*** Block opens ***

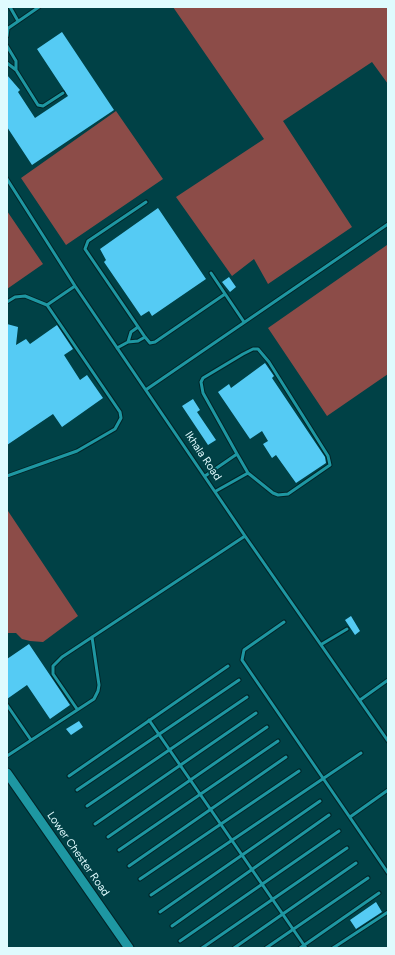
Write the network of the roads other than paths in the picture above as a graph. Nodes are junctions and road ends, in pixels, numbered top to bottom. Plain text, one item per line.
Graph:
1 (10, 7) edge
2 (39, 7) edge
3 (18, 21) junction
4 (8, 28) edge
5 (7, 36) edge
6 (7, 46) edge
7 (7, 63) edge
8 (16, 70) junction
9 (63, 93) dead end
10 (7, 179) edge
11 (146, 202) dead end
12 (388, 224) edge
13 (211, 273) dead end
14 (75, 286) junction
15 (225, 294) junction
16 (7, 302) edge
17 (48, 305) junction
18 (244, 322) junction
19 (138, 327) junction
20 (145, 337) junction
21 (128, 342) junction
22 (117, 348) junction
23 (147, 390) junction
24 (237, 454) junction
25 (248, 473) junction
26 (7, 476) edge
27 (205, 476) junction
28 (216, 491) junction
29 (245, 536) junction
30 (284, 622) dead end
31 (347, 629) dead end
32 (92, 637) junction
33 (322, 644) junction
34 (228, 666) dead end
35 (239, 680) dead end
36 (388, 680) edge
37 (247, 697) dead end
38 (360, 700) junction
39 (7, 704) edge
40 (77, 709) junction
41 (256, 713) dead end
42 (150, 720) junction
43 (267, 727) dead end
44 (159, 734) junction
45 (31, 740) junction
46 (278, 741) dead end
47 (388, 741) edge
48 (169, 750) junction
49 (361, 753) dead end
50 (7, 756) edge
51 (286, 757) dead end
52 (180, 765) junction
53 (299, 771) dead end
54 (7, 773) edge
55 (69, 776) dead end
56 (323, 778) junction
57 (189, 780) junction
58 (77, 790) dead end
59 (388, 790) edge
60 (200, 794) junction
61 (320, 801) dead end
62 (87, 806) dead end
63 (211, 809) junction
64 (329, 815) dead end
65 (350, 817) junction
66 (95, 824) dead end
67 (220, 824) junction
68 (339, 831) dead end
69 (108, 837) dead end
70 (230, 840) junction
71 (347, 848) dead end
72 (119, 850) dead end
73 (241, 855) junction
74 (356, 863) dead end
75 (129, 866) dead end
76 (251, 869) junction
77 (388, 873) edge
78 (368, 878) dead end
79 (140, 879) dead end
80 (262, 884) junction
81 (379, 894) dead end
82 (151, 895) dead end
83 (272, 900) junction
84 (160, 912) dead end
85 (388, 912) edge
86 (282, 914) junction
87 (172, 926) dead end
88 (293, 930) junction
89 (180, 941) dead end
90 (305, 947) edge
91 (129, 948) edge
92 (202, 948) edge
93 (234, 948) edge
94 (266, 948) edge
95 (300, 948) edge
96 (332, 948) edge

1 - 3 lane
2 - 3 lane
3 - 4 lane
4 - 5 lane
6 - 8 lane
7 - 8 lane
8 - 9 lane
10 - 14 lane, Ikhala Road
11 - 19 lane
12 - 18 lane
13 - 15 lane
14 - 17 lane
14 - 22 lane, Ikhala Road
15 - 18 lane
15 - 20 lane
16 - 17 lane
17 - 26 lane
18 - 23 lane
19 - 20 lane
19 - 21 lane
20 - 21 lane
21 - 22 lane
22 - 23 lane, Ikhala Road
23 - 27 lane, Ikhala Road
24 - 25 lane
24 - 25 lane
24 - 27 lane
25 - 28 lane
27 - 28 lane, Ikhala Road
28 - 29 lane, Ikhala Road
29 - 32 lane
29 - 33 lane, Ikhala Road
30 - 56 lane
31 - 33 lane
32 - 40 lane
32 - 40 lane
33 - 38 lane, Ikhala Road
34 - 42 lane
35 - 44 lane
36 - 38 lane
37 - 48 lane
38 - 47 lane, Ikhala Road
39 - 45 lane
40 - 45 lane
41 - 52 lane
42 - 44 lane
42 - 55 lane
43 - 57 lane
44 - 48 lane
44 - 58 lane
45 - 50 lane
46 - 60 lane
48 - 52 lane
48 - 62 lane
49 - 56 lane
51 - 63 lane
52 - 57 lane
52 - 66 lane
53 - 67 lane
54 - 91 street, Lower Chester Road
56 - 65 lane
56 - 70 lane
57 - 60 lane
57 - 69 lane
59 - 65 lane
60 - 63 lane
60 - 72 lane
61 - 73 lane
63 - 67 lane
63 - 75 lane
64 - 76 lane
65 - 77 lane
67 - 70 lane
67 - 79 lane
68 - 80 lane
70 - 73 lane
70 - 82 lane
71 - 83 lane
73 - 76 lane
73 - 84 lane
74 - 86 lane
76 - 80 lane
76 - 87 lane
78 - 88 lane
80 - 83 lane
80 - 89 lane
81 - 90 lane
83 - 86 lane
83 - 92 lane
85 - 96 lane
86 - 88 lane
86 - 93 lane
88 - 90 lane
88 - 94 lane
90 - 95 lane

*** Block closes ***

▶ _TASK STATEMENT_:
What lines in the data above contain the word "Ikhala"? Copy them all.

▶ _TASK ANSWER_:
10 - 14 lane, Ikhala Road
14 - 22 lane, Ikhala Road
22 - 23 lane, Ikhala Road
23 - 27 lane, Ikhala Road
27 - 28 lane, Ikhala Road
28 - 29 lane, Ikhala Road
29 - 33 lane, Ikhala Road
33 - 38 lane, Ikhala Road
38 - 47 lane, Ikhala Road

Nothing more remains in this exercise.